■ **Problem details**
Copy all lines below containing "highway".

[Collected data]
Content starts
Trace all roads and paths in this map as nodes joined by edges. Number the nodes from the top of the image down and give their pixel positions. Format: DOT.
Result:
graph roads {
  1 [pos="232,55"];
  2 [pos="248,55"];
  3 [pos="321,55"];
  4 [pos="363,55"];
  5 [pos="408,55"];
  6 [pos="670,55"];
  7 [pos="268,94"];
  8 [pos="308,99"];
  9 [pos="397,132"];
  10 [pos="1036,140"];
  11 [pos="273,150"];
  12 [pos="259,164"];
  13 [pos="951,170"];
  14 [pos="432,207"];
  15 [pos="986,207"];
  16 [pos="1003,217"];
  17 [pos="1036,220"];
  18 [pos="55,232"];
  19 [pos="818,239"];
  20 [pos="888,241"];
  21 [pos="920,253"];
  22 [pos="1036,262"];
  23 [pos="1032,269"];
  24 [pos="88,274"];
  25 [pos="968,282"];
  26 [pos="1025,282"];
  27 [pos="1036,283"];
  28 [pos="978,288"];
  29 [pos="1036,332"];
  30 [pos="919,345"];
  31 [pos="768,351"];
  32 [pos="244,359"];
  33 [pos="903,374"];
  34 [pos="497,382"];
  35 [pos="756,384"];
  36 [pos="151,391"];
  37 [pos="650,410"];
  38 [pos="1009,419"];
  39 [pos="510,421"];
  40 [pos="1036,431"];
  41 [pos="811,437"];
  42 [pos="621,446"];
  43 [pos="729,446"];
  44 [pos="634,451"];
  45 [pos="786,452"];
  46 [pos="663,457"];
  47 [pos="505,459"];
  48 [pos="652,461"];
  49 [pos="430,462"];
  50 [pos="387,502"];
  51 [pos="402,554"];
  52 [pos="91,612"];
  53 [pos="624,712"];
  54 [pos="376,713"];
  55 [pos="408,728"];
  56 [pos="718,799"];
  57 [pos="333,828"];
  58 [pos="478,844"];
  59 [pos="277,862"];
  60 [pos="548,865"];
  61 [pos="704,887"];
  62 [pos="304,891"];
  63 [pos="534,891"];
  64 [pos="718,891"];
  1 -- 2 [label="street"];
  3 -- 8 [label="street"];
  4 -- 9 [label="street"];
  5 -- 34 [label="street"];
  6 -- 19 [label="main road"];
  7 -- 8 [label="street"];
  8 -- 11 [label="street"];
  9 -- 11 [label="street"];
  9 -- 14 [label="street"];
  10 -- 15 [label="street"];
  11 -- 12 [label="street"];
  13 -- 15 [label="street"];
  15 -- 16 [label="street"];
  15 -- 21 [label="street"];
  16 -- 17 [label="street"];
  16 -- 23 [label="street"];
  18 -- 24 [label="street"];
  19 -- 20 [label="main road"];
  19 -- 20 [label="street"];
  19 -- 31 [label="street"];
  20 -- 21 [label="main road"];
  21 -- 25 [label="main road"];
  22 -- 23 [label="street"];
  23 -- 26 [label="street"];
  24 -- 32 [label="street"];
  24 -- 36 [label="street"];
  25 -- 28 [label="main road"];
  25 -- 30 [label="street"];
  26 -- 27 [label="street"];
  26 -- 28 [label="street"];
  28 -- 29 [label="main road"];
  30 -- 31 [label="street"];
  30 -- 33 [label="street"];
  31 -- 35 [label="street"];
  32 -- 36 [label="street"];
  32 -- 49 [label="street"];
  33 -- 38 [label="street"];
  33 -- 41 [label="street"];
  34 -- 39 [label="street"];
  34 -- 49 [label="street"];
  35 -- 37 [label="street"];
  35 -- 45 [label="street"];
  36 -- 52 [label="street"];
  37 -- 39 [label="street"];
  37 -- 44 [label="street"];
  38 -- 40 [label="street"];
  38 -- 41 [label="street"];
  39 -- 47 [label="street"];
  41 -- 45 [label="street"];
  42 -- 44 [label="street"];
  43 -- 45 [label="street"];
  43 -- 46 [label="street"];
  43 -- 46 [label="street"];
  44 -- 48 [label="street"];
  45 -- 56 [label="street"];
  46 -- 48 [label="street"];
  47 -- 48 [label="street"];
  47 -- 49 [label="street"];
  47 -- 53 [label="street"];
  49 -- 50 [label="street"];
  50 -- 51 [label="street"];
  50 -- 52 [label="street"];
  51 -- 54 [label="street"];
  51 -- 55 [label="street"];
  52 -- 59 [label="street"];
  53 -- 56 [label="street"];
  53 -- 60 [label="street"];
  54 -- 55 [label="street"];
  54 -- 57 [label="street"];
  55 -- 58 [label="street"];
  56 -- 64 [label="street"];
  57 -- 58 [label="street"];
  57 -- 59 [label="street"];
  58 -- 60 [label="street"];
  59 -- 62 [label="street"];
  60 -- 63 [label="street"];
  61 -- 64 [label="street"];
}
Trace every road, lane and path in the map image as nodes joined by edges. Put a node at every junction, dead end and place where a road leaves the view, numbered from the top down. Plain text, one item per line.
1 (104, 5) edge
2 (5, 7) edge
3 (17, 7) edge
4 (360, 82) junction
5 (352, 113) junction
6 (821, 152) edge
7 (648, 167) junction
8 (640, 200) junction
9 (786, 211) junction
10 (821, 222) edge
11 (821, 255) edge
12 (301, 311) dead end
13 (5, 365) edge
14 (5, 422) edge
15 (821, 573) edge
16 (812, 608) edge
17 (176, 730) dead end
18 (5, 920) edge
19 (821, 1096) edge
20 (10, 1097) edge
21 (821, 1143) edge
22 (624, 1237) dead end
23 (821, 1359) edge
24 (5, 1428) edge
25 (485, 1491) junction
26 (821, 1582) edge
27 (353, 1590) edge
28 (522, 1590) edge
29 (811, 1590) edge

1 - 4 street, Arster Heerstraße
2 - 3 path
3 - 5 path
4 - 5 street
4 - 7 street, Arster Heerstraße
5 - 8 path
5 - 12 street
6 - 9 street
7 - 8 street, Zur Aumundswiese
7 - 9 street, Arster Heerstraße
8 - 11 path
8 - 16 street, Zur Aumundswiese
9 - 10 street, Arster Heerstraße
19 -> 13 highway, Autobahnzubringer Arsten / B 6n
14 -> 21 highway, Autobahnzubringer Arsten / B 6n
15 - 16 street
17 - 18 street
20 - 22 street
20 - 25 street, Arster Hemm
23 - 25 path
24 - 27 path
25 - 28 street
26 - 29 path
Content ends
■ **Result of this exercise**
19 -> 13 highway, Autobahnzubringer Arsten / B 6n
14 -> 21 highway, Autobahnzubringer Arsten / B 6n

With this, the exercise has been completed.